What to produce:
Return each of the entries below word for word.

(Dataset entries)
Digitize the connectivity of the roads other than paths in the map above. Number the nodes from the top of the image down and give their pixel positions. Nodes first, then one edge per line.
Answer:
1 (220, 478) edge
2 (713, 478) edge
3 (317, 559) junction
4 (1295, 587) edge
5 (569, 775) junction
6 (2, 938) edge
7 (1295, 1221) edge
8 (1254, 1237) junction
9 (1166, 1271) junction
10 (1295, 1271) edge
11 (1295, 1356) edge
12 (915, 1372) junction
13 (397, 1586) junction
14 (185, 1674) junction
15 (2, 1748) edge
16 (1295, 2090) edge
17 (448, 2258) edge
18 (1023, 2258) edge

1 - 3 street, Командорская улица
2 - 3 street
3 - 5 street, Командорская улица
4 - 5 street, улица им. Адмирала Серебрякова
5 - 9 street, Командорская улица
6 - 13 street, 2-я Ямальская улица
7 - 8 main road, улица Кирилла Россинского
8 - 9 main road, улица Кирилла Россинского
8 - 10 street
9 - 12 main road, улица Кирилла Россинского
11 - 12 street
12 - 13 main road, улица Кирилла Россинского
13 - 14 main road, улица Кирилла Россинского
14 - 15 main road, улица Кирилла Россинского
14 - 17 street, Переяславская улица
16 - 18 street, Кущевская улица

Response box:
Digitize the connectivity of the roads other than paths in the map above. Number the nodes from the top of the image down and give their pixel positions. Nodes first, then one edge per line.
Answer:
1 (220, 478) edge
2 (713, 478) edge
3 (317, 559) junction
4 (1295, 587) edge
5 (569, 775) junction
6 (2, 938) edge
7 (1295, 1221) edge
8 (1254, 1237) junction
9 (1166, 1271) junction
10 (1295, 1271) edge
11 (1295, 1356) edge
12 (915, 1372) junction
13 (397, 1586) junction
14 (185, 1674) junction
15 (2, 1748) edge
16 (1295, 2090) edge
17 (448, 2258) edge
18 (1023, 2258) edge

1 - 3 street, Командорская улица
2 - 3 street
3 - 5 street, Командорская улица
4 - 5 street, улица им. Адмирала Серебрякова
5 - 9 street, Командорская улица
6 - 13 street, 2-я Ямальская улица
7 - 8 main road, улица Кирилла Россинского
8 - 9 main road, улица Кирилла Россинского
8 - 10 street
9 - 12 main road, улица Кирилла Россинского
11 - 12 street
12 - 13 main road, улица Кирилла Россинского
13 - 14 main road, улица Кирилла Россинского
14 - 15 main road, улица Кирилла Россинского
14 - 17 street, Переяславская улица
16 - 18 street, Кущевская улица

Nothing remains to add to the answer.